L’Italia è una… democrazia illiberale

Al democratico, gli basta di sapere che governa chi vuole il popolo. Ed è propenso a credere che con il favore popolare la politica possa fare quasi tutto. Al liberale questo non basta. Come governare gli sembra altrettanto, se non più, importante di chi governa.

L’Italia ha risolto da tempo la questione democratica. Ma pare restia o incapace di risolvere la questione liberale, che si è aperta nel momento stesso che la nazione diventava con la Costituzione repubblicana una democrazia compiuta. Democrazia sì, dunque, ma illiberale. Gli italiani amano la democrazia perché desiderano comandare, ma non hanno a cuore la libertà degli altri. Parlando in generale, prediligono l’arbitrio e la sopraffazione alla vera libertà rispettosa di tutti. Questa potrebbe essere la prima causa. Forse la seconda sta nel fatto che la democrazia è facile; la libertà invece è difficile.
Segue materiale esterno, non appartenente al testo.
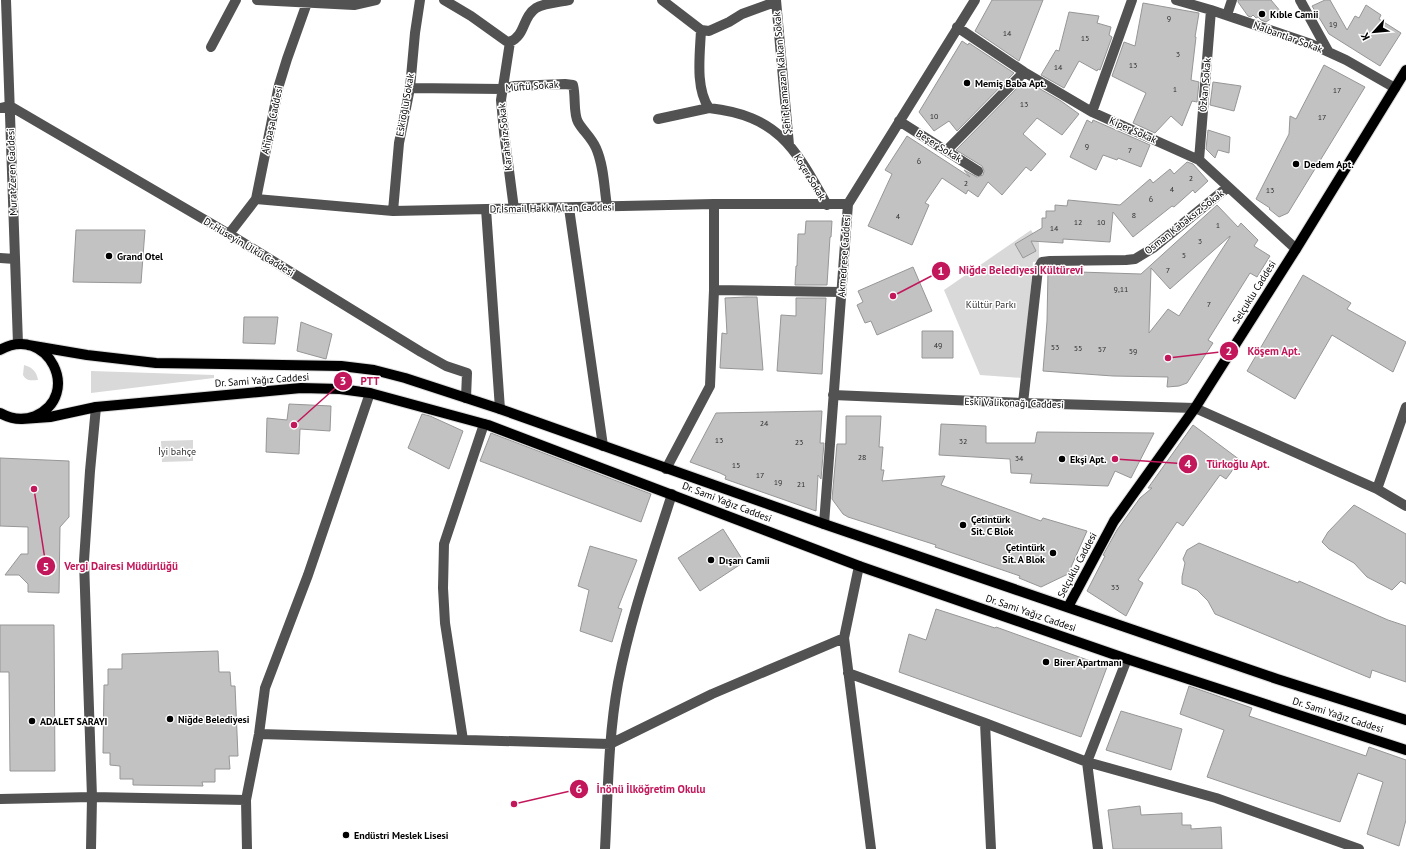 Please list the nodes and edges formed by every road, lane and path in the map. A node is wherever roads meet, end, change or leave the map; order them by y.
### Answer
1 (6, 0) edge
2 (236, 0) edge
3 (257, 0) edge
4 (376, 0) edge
5 (420, 0) edge
6 (444, 0) edge
7 (569, 0) edge
8 (662, 0) edge
9 (975, 0) edge
10 (1132, 0) edge
11 (1176, 0) edge
12 (1232, 0) edge
13 (1300, 0) edge
14 (308, 1) edge
15 (776, 1) edge
16 (1211, 10) junction
17 (1227, 15) junction
18 (957, 27) junction
19 (700, 30) junction
20 (510, 42) junction
21 (211, 47) dead end
22 (1328, 51) junction
23 (1406, 70) edge
24 (1024, 72) junction
25 (410, 88) junction
26 (1395, 88) junction
27 (502, 89) junction
28 (5, 107) edge
29 (709, 108) junction
30 (1092, 112) junction
31 (658, 120) dead end
32 (899, 121) junction
33 (789, 145) junction
34 (946, 151) junction
35 (1199, 160) junction
36 (978, 171) dead end
37 (1228, 187) junction
38 (256, 199) junction
39 (714, 204) junction
40 (848, 204) junction
41 (827, 205) junction
42 (607, 206) junction
43 (569, 208) junction
44 (486, 209) junction
45 (514, 209) junction
46 (393, 211) junction
47 (229, 234) junction
48 (1296, 249) junction
49 (0, 258) edge
50 (15, 259) junction
51 (714, 290) junction
52 (841, 292) junction
53 (11, 346) edge
54 (370, 393) junction
55 (833, 396) junction
56 (466, 398) junction
57 (1023, 403) junction
58 (96, 407) junction
59 (1406, 407) edge
60 (1195, 408) junction
61 (500, 409) junction
62 (2, 414) edge
63 (22, 419) junction
64 (484, 424) junction
65 (603, 446) junction
66 (666, 468) junction
67 (1377, 488) junction
68 (672, 494) junction
69 (1406, 506) edge
70 (824, 524) junction
71 (859, 566) junction
72 (1068, 607) junction
73 (844, 638) junction
74 (1127, 659) junction
75 (848, 673) junction
76 (1406, 720) edge
77 (985, 723) junction
78 (259, 734) junction
79 (463, 740) junction
80 (610, 744) junction
81 (1406, 750) edge
82 (1088, 762) junction
83 (92, 797) junction
84 (0, 799) edge
85 (246, 800) junction
86 (91, 849) edge
87 (247, 849) edge
88 (605, 849) edge
89 (871, 849) edge
90 (991, 849) edge
91 (1098, 849) edge
92 (1359, 849) edge

1 - 28 street, Murat Zeren Caddesi
2 - 21 street
3 - 14 street
4 - 14 street
5 - 25 street, Eskioğlu Sokak
6 - 20 street
7 - 20 street
8 - 19 street
9 - 18 street, Akmedrese Caddesi
10 - 30 street
11 - 16 street, Nalbantlar Sokak
12 - 17 street
13 - 22 street
14 - 38 street, Ahipaşa Caddesi
15 - 19 street
15 - 33 street, Şehit Ramazan Kalkan Sokak
16 - 17 street, Nalbantlar Sokak
16 - 35 street, Özkan Sokak
17 - 22 street, Nalbantlar Sokak
18 - 24 street, Kiper Sokak
18 - 32 street, Akmedrese Caddesi
19 - 29 street
20 - 27 street, Karahafız Sokak
22 - 26 street, Nalbantlar Sokak
23 - 26 main road, Selçuklu Caddesi
24 - 30 street, Kiper Sokak
24 - 34 street
25 - 27 street, Müftü Sokak
25 - 46 street, Eskioğlu Sokak
26 - 48 main road, Selçuklu Caddesi
27 - 42 street, Müftü Sokak
27 - 45 street, Karahafız Sokak
28 - 47 street, Dr.Hüseyin Ülkü Caddesi
28 - 50 street, Murat Zeren Caddesi
29 - 31 street, Koçer Sokak
29 - 33 street, Koçer Sokak
30 - 35 street, Kiper Sokak
32 - 34 street, Beşer Sokak
32 - 40 street, Akmedrese Caddesi
33 - 41 street, Koçer Sokak
34 - 36 street, Beşer Sokak
35 - 37 street, Kiper Sokak
37 - 48 street, Kiper Sokak
37 - 57 street, Osman Kabaksız Sokak
38 - 46 street, Dr.İsmail Hakkı Altan Caddesi
38 - 47 street, Ahipaşa Caddesi
39 - 41 street, Dr.İsmail Hakkı Altan Caddesi
39 - 42 street, Dr.İsmail Hakkı Altan Caddesi
39 - 51 street
40 - 41 street, Dr.İsmail Hakkı Altan Caddesi
40 - 52 street, Akmedrese Caddesi
42 - 43 street, Dr.İsmail Hakkı Altan Caddesi
43 - 45 street, Dr.İsmail Hakkı Altan Caddesi
43 - 65 street
44 - 45 street, Dr.İsmail Hakkı Altan Caddesi
44 - 46 street, Dr.İsmail Hakkı Altan Caddesi
44 - 61 street
47 - 56 street, Dr.Hüseyin Ülkü Caddesi
48 - 60 main road, Selçuklu Caddesi
49 - 50 street
50 - 53 street, Murat Zeren Caddesi
51 - 52 street
51 - 66 street
52 - 55 street, Akmedrese Caddesi
53 - 56 main road, Dr. Sami Yağız Caddesi
53 - 63 main road
54 - 58 main road, Dr. Sami Yağız Caddesi
54 - 64 main road, Dr. Sami Yağız Caddesi
54 - 78 street
55 - 57 street, Eski Valikonağı Caddesi
55 - 70 street, Akmedrese Caddesi
56 - 61 main road, Dr. Sami Yağız Caddesi
57 - 60 street, Eski Valikonağı Caddesi
58 - 63 main road, Dr. Sami Yağız Caddesi
58 - 83 street
59 - 67 street
60 - 67 street
60 - 72 main road, Selçuklu Caddesi
61 - 65 main road, Dr. Sami Yağız Caddesi
62 - 63 main road, Dr. Sami Yağız Caddesi
64 - 68 main road, Dr. Sami Yağız Caddesi
64 - 79 street
65 - 66 main road, Dr. Sami Yağız Caddesi
66 - 70 main road, Dr. Sami Yağız Caddesi
67 - 69 street
68 - 71 main road, Dr. Sami Yağız Caddesi
68 - 80 street
70 - 72 main road, Dr. Sami Yağız Caddesi
71 - 73 street
71 - 74 main road, Dr. Sami Yağız Caddesi
72 - 76 main road, Dr. Sami Yağız Caddesi
73 - 75 street
73 - 80 street
74 - 81 main road, Dr. Sami Yağız Caddesi
74 - 82 street
75 - 77 street
75 - 89 street
77 - 82 street
77 - 90 street
78 - 79 street
78 - 85 street
79 - 80 street
80 - 88 street
82 - 91 street
82 - 92 street
83 - 84 street
83 - 85 street
83 - 86 street
85 - 87 street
Attribuire con il voto le cariche di comando, per quanto possano apparire complicate le elezioni e le procedure, risulta abbastanza semplice. Ma convivere bilanciando le libertà di tutti rappresenta un arduo esercizio al quale la storia non ha ben allenato i cittadini. Ed una terza causa è di sicuro radicata nella natura ambigua di molte disposizioni della Carta costituzionale. La nostra Costituzione vede la luce alla fine di un’immane catastrofe nazionale e della guerra civile al Nord, ma viene presentata ritualmente come il frutto superbo di una vittoria di popolo e di un’epopea di libertà. Però porta le stimmate della nascita. I suoi difetti sono tare ereditarie. Ha rappresentato un compromesso necessitato, non un accordo spontaneo e sincero sull’idem sentire de Republica. Come poteva concordare una Costituzione liberale l’esarchia politica che consentiva solo sulla liberazione dell’Italia dai nazisti e dai fascisti, ma discordava radicalmente sulla concezione umana, sui fini della politica, sulla visione del mondo? Non è sostenibile che la Costituzione abbia realizzato un compromesso virtuoso, poiché le parti erano persone antitetiche in tutti i campi e in ogni senso. Al contrario, i cinquantasei sottoscrittori della Dichiarazione d’Indipendenza e i trentanove firmatari della Costituzione degli Stati Uniti, nel rompere con la madrepatria per affrancarsi dalla condizione di colonia, erano unanimi sui principi dei due documenti, perfezionati subito dopo con il Bill of Rights. Nel recidere i legami con la sovranità inglese, erano tuttavia stradaccordo sulla libertà inglese, che anzi intendevano porre su basi viepiù solide e sicure.

Ogni costituzione, in fin dei conti, è come l’ombrello. Serve quando piove. La Costituzione italiana ha troppi buchi in materia di libertà e proprietà. È oltremodo significativo che i partiti, in sostanza, abbiano “deciso” l’immodificabilità della parte sui diritti e doveri, la più compromissoria e compromessa, e perciò più bisognosa di riscrittura. Dove manca un diffuso spirito liberale, le norme illiberali non stupiscono le masse. Infatti il popolo e le forze politiche questionano sull’ordinamento dello Stato, cioè su come conquistare ed esercitare il potere. Delle libertà zoppe si curano poco o niente.